President Sample had an unparalleled run in USC’s history and perhaps in the history of higher education. As he leaves, now is the time for an insider — someone intimately familiar with USC’s campus and life — to guide the university through a new slate of challenges and opportunities. Nikias has been at USC since 1991, as an engineering professor, the dean of the Viterbi School of Engineering and eventually the provost. He knows that the fabric of our campus and the spirit of its students and faculty can be as important as any ranking.

For the last 20 years, USC has faced many external tests. It has toiled to match up against the nation’s top universities and attract exceptional students from across the country and the world. As he continues these efforts, Nikias is the man best suited to look inward. Better than any other candidate, he can lead USC’s ambitious plan for expansion north of Jefferson Boulevard, the university’s Master Plan. He can foster a student body and campus, finishing the awkward transition away from being a commuter school. He can ensure that USC emerges as the jewel of a Downtown Los Angeles still trying to figure itself out.

One area where Nikias hopes to mimic Sample is USC’s endowment. Despite Sample’s prolific fundraising efforts — the president raised the endowment from $470 million to $3.7 billion during his tenure — USC’s per-student endowment is still dwarfed by the high-profile institutions Sample loves comparing USC to. As USC prepares for the next phase of a major capital improvement plan, a far sturdier endowment will be crucial, and Nikias is right to make doubling our endowment a clarion goal.

Nikias is not the administrator most well known to students. For us, the provost can sometimes seem out of sight, even obscure. But as a 19-year veteran of our campus, he will be able to forge a connection with students and make himself a visible presence on campus. He’s already part of the Trojan Family, and he knows what the concept means to the students, faculty and staff here — and why it makes our school unique.

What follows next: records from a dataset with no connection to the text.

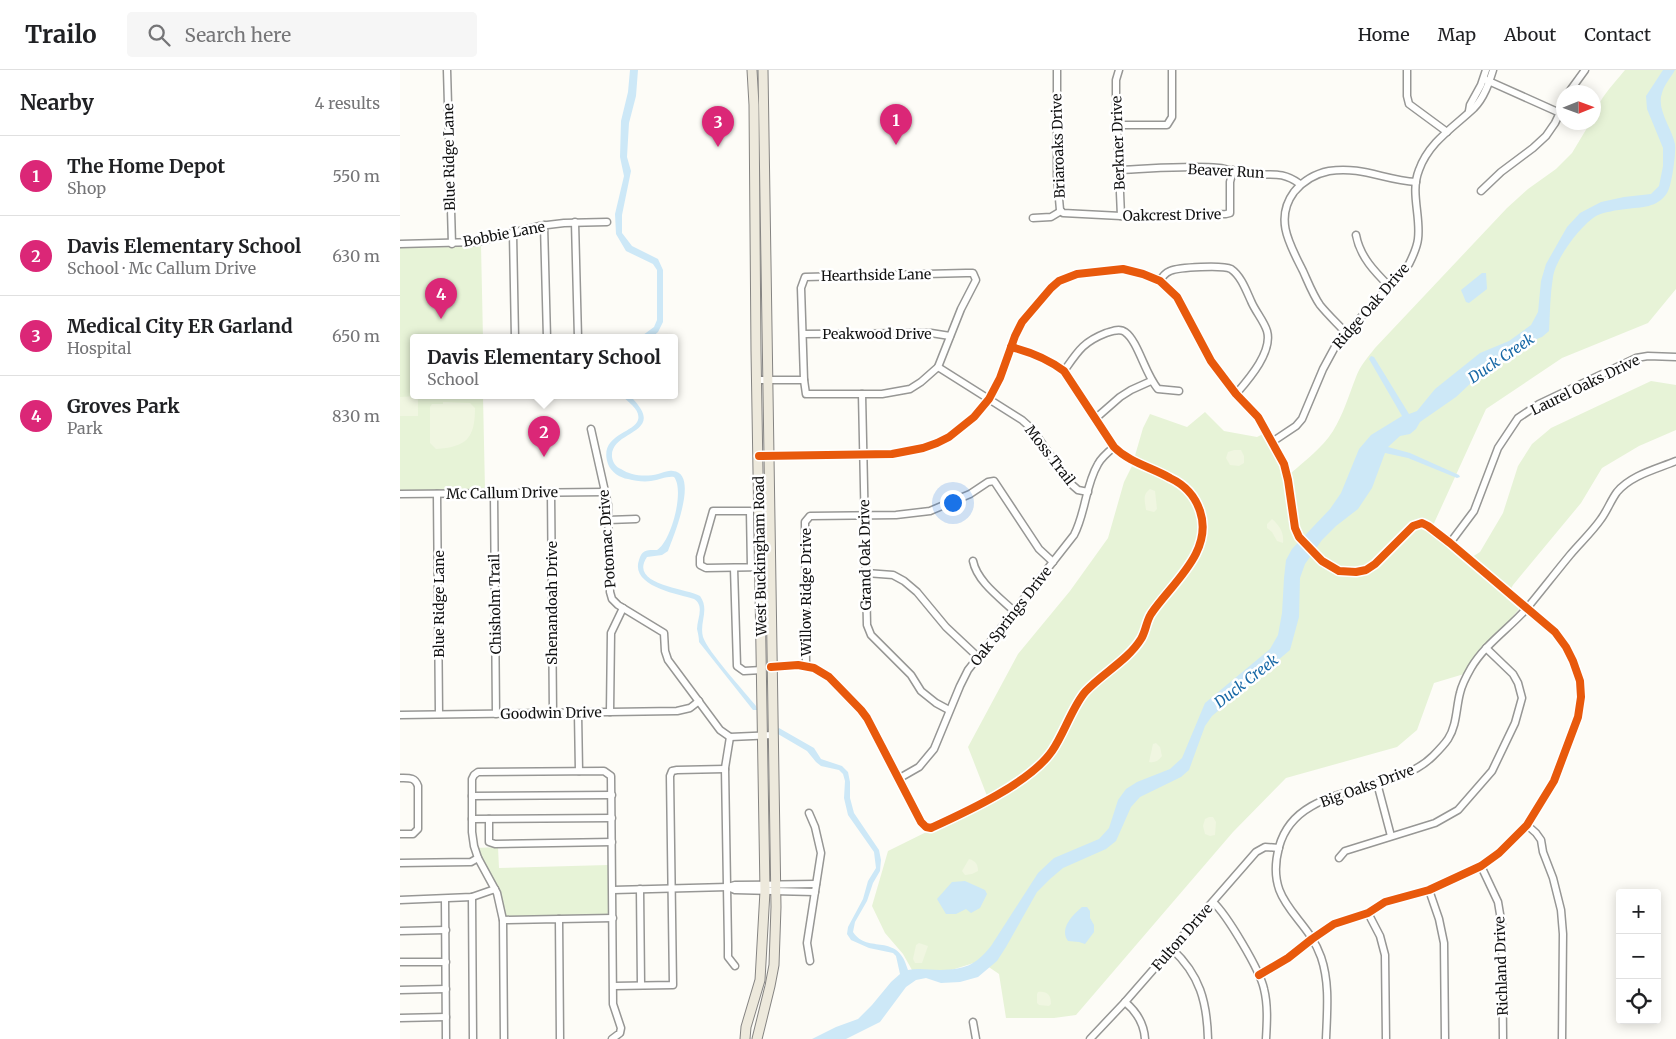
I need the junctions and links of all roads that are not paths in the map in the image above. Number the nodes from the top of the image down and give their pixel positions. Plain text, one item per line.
1 (448, 70) edge
2 (752, 70) edge
3 (763, 70) edge
4 (1057, 70) edge
5 (1119, 70) edge
6 (1172, 70) edge
7 (1407, 70) edge
8 (1486, 70) edge
9 (1493, 70) edge
10 (1585, 70) edge
11 (1487, 80) junction
12 (1574, 85) edge
13 (1556, 111) edge
14 (1556, 121) edge
15 (1116, 125) junction
16 (1447, 132) junction
17 (1119, 170) junction
18 (1233, 170) junction
19 (1416, 182) junction
20 (1300, 184) junction
21 (1481, 191) dead end
22 (1061, 211) junction
23 (1071, 214) joint
24 (1121, 216) junction
25 (1033, 218) dead end
26 (575, 222) junction
27 (607, 222) dead end
28 (544, 225) junction
29 (513, 234) junction
30 (1356, 235) dead end
31 (400, 244) edge
32 (452, 244) junction
33 (755, 246) junction
34 (765, 246) junction
35 (1160, 281) junction
36 (1390, 287) junction
37 (756, 298) junction
38 (766, 298) junction
39 (1346, 333) junction
40 (515, 334) edge
41 (547, 334) edge
42 (578, 334) edge
43 (803, 334) junction
44 (950, 336) junction
45 (1012, 347) junction
46 (1676, 357) edge
47 (938, 367) junction
48 (1064, 371) junction
49 (762, 380) junction
50 (804, 380) junction
51 (1151, 381) junction
52 (1179, 392) dead end
53 (862, 394) junction
54 (1236, 394) junction
55 (989, 399) junction
56 (1096, 418) junction
57 (591, 429) dead end
58 (1272, 442) junction
59 (1114, 447) junction
60 (863, 455) junction
61 (763, 456) junction
62 (1676, 460) edge
63 (551, 492) junction
64 (605, 492) junction
65 (1088, 492) junction
66 (400, 494) edge
67 (437, 494) junction
68 (494, 494) junction
69 (864, 515) junction
70 (636, 519) dead end
71 (608, 520) junction
72 (1450, 543) junction
73 (973, 561) dead end
74 (1053, 562) junction
75 (760, 567) junction
76 (734, 568) junction
77 (866, 573) junction
78 (623, 608) junction
79 (1526, 608) junction
80 (1014, 612) junction
81 (1486, 648) junction
82 (978, 657) junction
83 (806, 666) junction
84 (771, 667) junction
85 (762, 670) junction
86 (699, 701) junction
87 (949, 710) junction
88 (610, 712) junction
89 (552, 713) junction
90 (578, 713) junction
91 (440, 714) junction
92 (496, 714) junction
93 (400, 715) edge
94 (768, 736) junction
95 (730, 737) junction
96 (725, 769) junction
97 (579, 772) junction
98 (400, 778) edge
99 (898, 779) junction
100 (1377, 783) junction
101 (612, 795) junction
102 (472, 796) junction
103 (809, 813) dead end
104 (612, 818) junction
105 (489, 819) junction
106 (472, 820) junction
107 (1527, 825) junction
108 (400, 834) edge
109 (1391, 836) junction
110 (612, 842) junction
111 (1279, 848) junction
112 (478, 858) junction
113 (1339, 858) dead end
114 (400, 863) edge
115 (1481, 866) junction
116 (728, 887) junction
117 (770, 887) junction
118 (672, 888) junction
119 (815, 888) junction
120 (495, 889) junction
121 (640, 889) junction
122 (613, 890) junction
123 (1429, 890) junction
124 (472, 897) junction
125 (446, 898) junction
126 (400, 900) edge
127 (1213, 902) junction
128 (1368, 913) junction
129 (613, 918) junction
130 (559, 919) junction
131 (504, 920) junction
132 (446, 930) junction
133 (400, 931) edge
134 (1312, 939) junction
135 (1172, 949) junction
136 (810, 961) dead end
137 (400, 962) edge
138 (446, 962) junction
139 (735, 966) dead end
140 (1259, 975) junction
141 (641, 985) junction
142 (614, 986) junction
143 (446, 989) junction
144 (400, 990) edge
145 (1125, 1002) junction
146 (446, 1017) junction
147 (400, 1018) edge
148 (973, 1022) dead end
149 (446, 1039) edge
150 (473, 1039) edge
151 (504, 1039) edge
152 (560, 1039) edge
153 (612, 1039) edge
154 (745, 1039) edge
155 (757, 1039) edge
156 (976, 1039) edge
157 (1090, 1039) edge
158 (1146, 1039) edge
159 (1208, 1039) edge
160 (1266, 1039) edge
161 (1326, 1039) edge
162 (1386, 1039) edge
163 (1445, 1039) edge
164 (1503, 1039) edge
165 (1562, 1039) edge

1 - 32 street, Blue Ridge Lane
2 - 33 main road, West Buckingham Road
3 - 34 main road, West Buckingham Road
4 - 22 street, Briaroaks Drive
5 - 15 street, Berkner Drive
6 - 15 street
7 - 16 street
8 - 11 street, Ridge Oak Drive
9 - 11 street, Ridge Oak Drive
10 - 12 street
11 - 13 street
11 - 16 street, Ridge Oak Drive
14 - 21 street
15 - 17 street, Berkner Drive
16 - 19 street, Ridge Oak Drive
17 - 18 street, Beaver Run
17 - 24 street, Berkner Drive
18 - 20 street, Beaver Run
18 - 24 street, Oakcrest Drive
19 - 20 street
19 - 36 street, Ridge Oak Drive
20 - 39 street
22 - 23 street, Briaroaks Drive
22 - 25 street
23 - 24 street, Oakcrest Drive
26 - 27 street, Bobbie Lane
26 - 28 street, Bobbie Lane
26 - 42 street
28 - 29 street, Bobbie Lane
28 - 41 street
29 - 32 street, Bobbie Lane
29 - 40 street
30 - 36 street
31 - 32 street, Bobbie Lane
33 - 34 main road
33 - 37 main road, West Buckingham Road
34 - 38 main road, West Buckingham Road
35 - 45 street
35 - 54 street
35 - 54 street
36 - 39 street, Ridge Oak Drive
37 - 38 main road
37 - 49 main road, West Buckingham Road
38 - 49 main road, West Buckingham Road
39 - 58 street, Ridge Oak Drive
43 - 44 street, Peakwood Drive
43 - 44 street, Hearthside Lane
43 - 50 street, Hearthside Lane
44 - 47 street
45 - 48 street
45 - 55 street
46 - 72 street, Laurel Oaks Drive
47 - 53 street
47 - 55 street, Moss Trail
48 - 51 street
48 - 56 street
49 - 50 street
49 - 61 main road, West Buckingham Road
50 - 53 street, Hearthside Lane
51 - 52 street
51 - 56 street
53 - 60 street, Grand Oak Drive
54 - 58 street
55 - 60 street
55 - 65 street, Moss Trail
56 - 59 street
57 - 64 street, Potomac Drive
58 - 72 street
59 - 65 street, Oak Springs Drive
59 - 99 street
60 - 61 street
60 - 69 street, Grand Oak Drive
61 - 75 main road, West Buckingham Road
62 - 79 street, Big Oaks Drive
63 - 64 street, Mc Callum Drive
63 - 68 street, Mc Callum Drive
63 - 89 street, Shenandoah Drive
64 - 71 street, Potomac Drive
65 - 74 street, Oak Springs Drive
66 - 67 street, Mc Callum Drive
67 - 68 street, Mc Callum Drive
67 - 91 street, Blue Ridge Lane
68 - 92 street, Chisholm Trail
69 - 74 street
69 - 77 street, Grand Oak Drive
69 - 83 street, Willow Ridge Drive
70 - 71 street
71 - 78 street, Potomac Drive
72 - 79 street
73 - 80 street
74 - 80 street, Oak Springs Drive
75 - 76 street
75 - 76 street
75 - 84 main road, West Buckingham Road
75 - 85 main road, West Buckingham Road
76 - 85 street
77 - 82 street
77 - 87 street, Grand Oak Drive
78 - 86 street, Potomac Drive
78 - 88 street
79 - 81 street, Big Oaks Drive
79 - 107 street
80 - 82 street, Oak Springs Drive
81 - 100 street, Big Oaks Drive
81 - 109 street
82 - 87 street, Oak Springs Drive
83 - 84 street
83 - 99 street
84 - 85 main road
84 - 94 main road, West Buckingham Road
85 - 94 main road, West Buckingham Road
86 - 88 street, Goodwin Drive
86 - 95 street, Potomac Drive
87 - 99 street, Oak Springs Drive
88 - 90 street, Goodwin Drive
89 - 90 street, Goodwin Drive
89 - 92 street, Goodwin Drive
90 - 97 street
91 - 92 street, Goodwin Drive
91 - 93 street, Goodwin Drive
94 - 95 street
94 - 117 main road, West Buckingham Road
95 - 96 street
96 - 116 street
96 - 118 street
97 - 101 street
97 - 102 street
98 - 108 street
100 - 109 street
100 - 111 street, Big Oaks Drive
101 - 102 street
101 - 104 street
102 - 106 street
103 - 119 street
104 - 105 street
104 - 110 street
105 - 106 street
105 - 110 street
106 - 112 street
107 - 115 street
107 - 165 street
109 - 113 street
110 - 122 street
111 - 127 street, Fulton Drive
111 - 134 street, Big Oaks Drive
112 - 114 street
112 - 120 street
115 - 123 street
115 - 164 street, Richland Drive
116 - 117 street
116 - 118 street
116 - 139 street
117 - 119 street
117 - 154 main road, West Buckingham Road
117 - 155 main road, West Buckingham Road
118 - 121 street
118 - 141 street
119 - 136 street
120 - 124 street
120 - 131 street
121 - 122 street
121 - 141 street
122 - 129 street
123 - 128 street
123 - 163 street
124 - 125 street
124 - 150 street
125 - 126 street
125 - 132 street
127 - 135 street, Fulton Drive
127 - 140 street
128 - 134 street
128 - 162 street
129 - 130 street
129 - 142 street
130 - 131 street
130 - 152 street
131 - 151 street
132 - 133 street
132 - 138 street
134 - 140 street
134 - 161 street, Big Oaks Drive
135 - 145 street, Fulton Drive
135 - 159 street
137 - 138 street
138 - 143 street
140 - 160 street
141 - 142 street
142 - 153 street
143 - 144 street
143 - 146 street
145 - 157 street, Fulton Drive
145 - 158 street
146 - 147 street
146 - 149 street
148 - 156 street

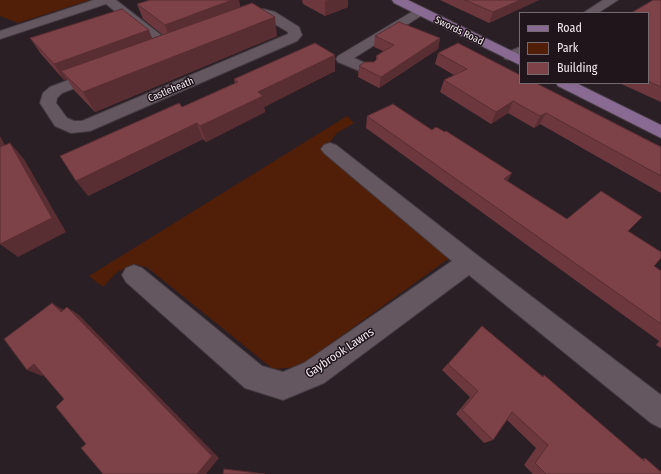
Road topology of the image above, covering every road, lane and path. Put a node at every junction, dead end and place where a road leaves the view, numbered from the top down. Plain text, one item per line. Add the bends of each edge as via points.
1 (398, 0) edge
2 (610, 0) edge
3 (114, 5) edge
4 (420, 11) junction
5 (590, 12) edge
6 (3, 30) edge
7 (168, 48) junction
8 (517, 56) edge
9 (367, 69) edge
10 (566, 84) edge
11 (661, 132) edge
12 (330, 149) dead end
13 (469, 262) junction
14 (134, 276) dead end
15 (661, 413) edge

1 - 4 main road, Swords Road
2 - 5 street
3 - 6 street
3 - 7 street
4 - 8 main road, Swords Road
4 - 9 street via 343,58
7 - 7 street, Castleheath via 263,13 294,30 295,35 84,127 71,127 61,122 48,103 49,96 56,90
10 - 11 main road
12 - 13 street
13 - 14 street, Gaybrook Lawns via 314,373 283,386 255,378
13 - 15 street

We applaud the selection committee for choosing Nikias because we believe he embodies the promise of USC’s potential and has the vision to realize it.

1 reply
  1. Zooey
    Zooey says:

    Let me get this straight… According to the Daily Trojan (Feb. 11, 2010 – “Endowment amongst hardest hit in U.S.”:

    The study, conducted by the National Association of College and University Business Officers (NACUBO), found that the endowments at universities nationwide lost an average of 18.7 percent in value. USC lost 25.6 percent in endowment funds — nearly 7 percent more than the national average. That 25.6 percent translated into a $1.2 billion loss between July 2008 and June 2009.

    “The survey is in its 39th year, and this is the largest decline we’ve seen in its history,” NACUBO’s director of research and policy Kenneth Redd said.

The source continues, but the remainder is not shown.